Nε-Carboxymethyl-Lysine Drives Centrosome Amplification and Hepatocarcinogenesis via Pathological Dysregulation of the PLK1-CEP20-CCDC116 Axis

Thermal processing of foods generates hepatotoxic dietary advanced glycation end products (dAGEs), with Nε-carboxymethyl-lysine (CML) serving as a primary carcinogen. Chronic exposure to physiologically relevant CML concentrations (25 μg/mL) induced centrosome amplification (CA)─a hallmark of genomic instability─in human hepatocytes (THLE2/THLE3), driving malignant transformation marked by 5-fold increased proliferation, 3-fold enhanced migration, and murine tumorigenicity. Critically, CML-treated cells exhibited 8-10-fold higher CA frequencies, with CA-positive subpopulations showing elevated oncogenicity.
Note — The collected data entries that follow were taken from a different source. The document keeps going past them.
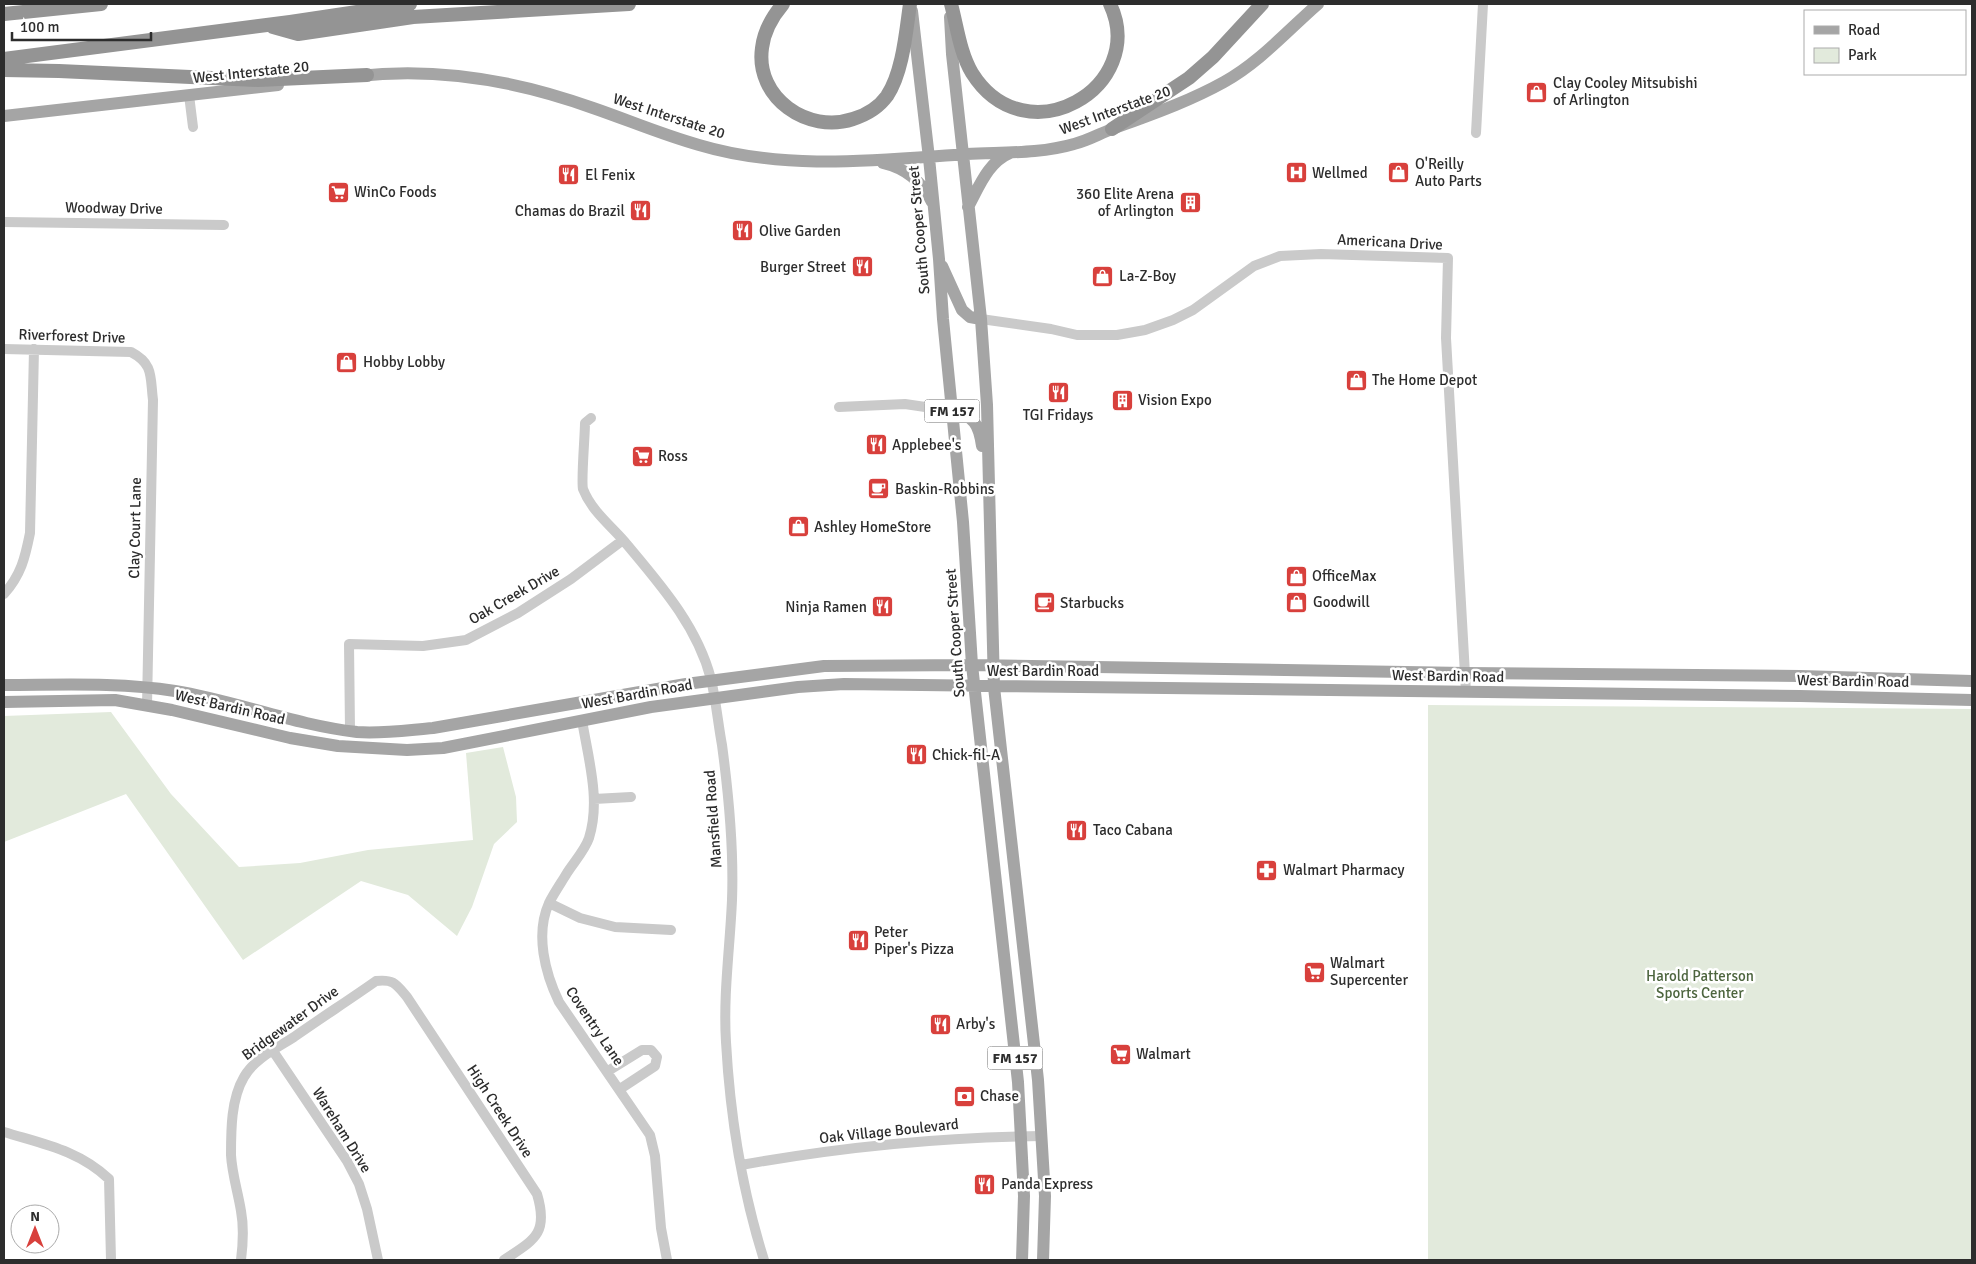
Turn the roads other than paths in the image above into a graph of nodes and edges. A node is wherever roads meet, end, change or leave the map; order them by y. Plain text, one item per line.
1 (101, 4) edge
2 (410, 4) edge
3 (630, 4) edge
4 (783, 4) edge
5 (911, 4) edge
6 (950, 4) edge
7 (1110, 4) edge
8 (1262, 4) edge
9 (1318, 4) edge
10 (1483, 4) edge
11 (4, 14) edge
12 (265, 25) junction
13 (4, 59) edge
14 (4, 70) edge
15 (367, 75) junction
16 (189, 95) junction
17 (4, 116) edge
18 (193, 127) dead end
19 (1112, 129) junction
20 (1476, 133) dead end
21 (1014, 151) junction
22 (963, 154) junction
23 (929, 158) junction
24 (871, 160) junction
25 (934, 204) junction
26 (968, 206) junction
27 (4, 222) edge
28 (224, 225) dead end
29 (939, 259) junction
30 (981, 320) junction
31 (4, 349) edge
32 (34, 350) junction
33 (139, 356) joint
34 (839, 407) dead end
35 (952, 411) junction
36 (591, 418) dead end
37 (989, 490) junction
38 (623, 540) junction
39 (4, 594) edge
40 (972, 664) junction
41 (993, 665) junction
42 (1236, 668) junction
43 (1465, 673) junction
44 (1800, 676) junction
45 (711, 681) junction
46 (1972, 681) edge
47 (4, 685) edge
48 (147, 687) junction
49 (974, 687) junction
50 (994, 687) junction
51 (1237, 688) junction
52 (1466, 692) junction
53 (1800, 696) junction
54 (715, 698) junction
55 (1972, 700) edge
56 (4, 702) edge
57 (148, 706) junction
58 (582, 720) junction
59 (350, 730) junction
60 (631, 797) dead end
61 (594, 799) junction
62 (549, 903) junction
63 (671, 930) dead end
64 (387, 980) joint
65 (272, 1051) junction
66 (608, 1071) junction
67 (620, 1089) junction
68 (4, 1132) edge
69 (1021, 1136) junction
70 (1042, 1136) junction
71 (741, 1165) junction
72 (111, 1260) edge
73 (241, 1260) edge
74 (378, 1260) edge
75 (504, 1260) edge
76 (668, 1260) edge
77 (764, 1260) edge
78 (1022, 1260) edge
79 (1043, 1260) edge

1 - 11 highway
2 - 12 highway
3 - 12 highway
4 - 5 highway
5 - 23 main road, South Cooper Street / FM 157
6 - 7 highway
6 - 22 main road, FM 157
8 - 19 highway
9 - 19 main road, West Interstate 20
10 - 20 street
12 - 13 highway
14 - 15 highway
15 - 16 main road, West Interstate 20
15 - 24 main road, West Interstate 20
16 - 17 main road, West Interstate 20
16 - 18 street
19 - 21 main road, West Interstate 20
21 - 22 main road, West Interstate 20
21 - 26 main road
22 - 23 main road, West Interstate 20
22 - 26 main road, FM 157
23 - 24 main road, West Interstate 20
23 - 25 main road, South Cooper Street / FM 157
24 - 25 main road
25 - 29 main road, South Cooper Street / FM 157
26 - 30 main road, FM 157
27 - 28 street, Woodway Drive
29 - 30 main road
29 - 35 main road, South Cooper Street / FM 157
30 - 37 main road, FM 157
30 - 43 street, Americana Drive
31 - 32 street, Riverforest Drive
32 - 33 street, Riverforest Drive
32 - 39 street
33 - 48 street, Clay Court Lane
34 - 35 street
35 - 37 main road
35 - 40 main road, South Cooper Street / FM 157
36 - 38 street, Mansfield Road
37 - 41 main road, FM 157
38 - 45 street, Mansfield Road
38 - 59 street, Oak Creek Drive
40 - 41 main road, West Bardin Road
40 - 45 main road, West Bardin Road
40 - 49 main road, South Cooper Street / FM 157
41 - 42 main road, West Bardin Road
41 - 50 main road, FM 157
42 - 43 main road, West Bardin Road
42 - 51 main road
43 - 44 main road, West Bardin Road
43 - 52 street, Americana Drive
44 - 46 main road, West Bardin Road
44 - 53 main road
45 - 54 street, Mansfield Road
45 - 59 main road, West Bardin Road
47 - 48 main road, West Bardin Road
48 - 57 street, Clay Court Lane
48 - 59 main road, West Bardin Road
49 - 50 main road, West Bardin Road
49 - 54 main road, West Bardin Road
49 - 69 main road, South Cooper Street / FM 157
50 - 51 main road, West Bardin Road
50 - 70 main road, FM 157
51 - 52 main road, West Bardin Road
52 - 53 main road, West Bardin Road
53 - 55 main road, West Bardin Road
54 - 58 main road, West Bardin Road
54 - 71 street, Mansfield Road
56 - 57 main road, West Bardin Road
57 - 58 main road, West Bardin Road
58 - 61 street, Coventry Lane
60 - 61 street
61 - 62 street, Coventry Lane
62 - 63 street
62 - 66 street, Coventry Lane
64 - 65 street, Bridgewater Drive
64 - 75 street, High Creek Drive
65 - 73 street, Bridgewater Drive
65 - 74 street, Wareham Drive
66 - 67 street, Coventry Lane
66 - 67 street
67 - 76 street, Coventry Lane
68 - 72 street
69 - 70 street, Oak Village Boulevard
69 - 71 street, Oak Village Boulevard
69 - 78 main road, South Cooper Street / FM 157
70 - 79 main road, FM 157
71 - 77 street, Mansfield Road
Mechanistically, CML activated the PLK1-CEP20-CCDC116 axis through EGR1-mediated PLK1 transcriptional upregulation and DNMT3B-suppression-driven CEP20 promoter hypomethylation, culminating in the PLK1-dependent phosphorylation of CEP20 at Ser46. This post-translational modification enabled high-affinity CCDC116 binding and centrosomal recruitment, driving centriole overduplication. Critically, both the CEP20-S46A mutation and CCDC116 knockdown abolished centrosomal localization and CA induction. These findings establish exogenous CML as a direct inducer of organelle-level carcinogenesis and provide molecular targets for developing food safety interventions against thermally processed food toxicity.

PLK1 phosphorylation; centrosome amplification; dietary AGEs; food processing; maillard reaction.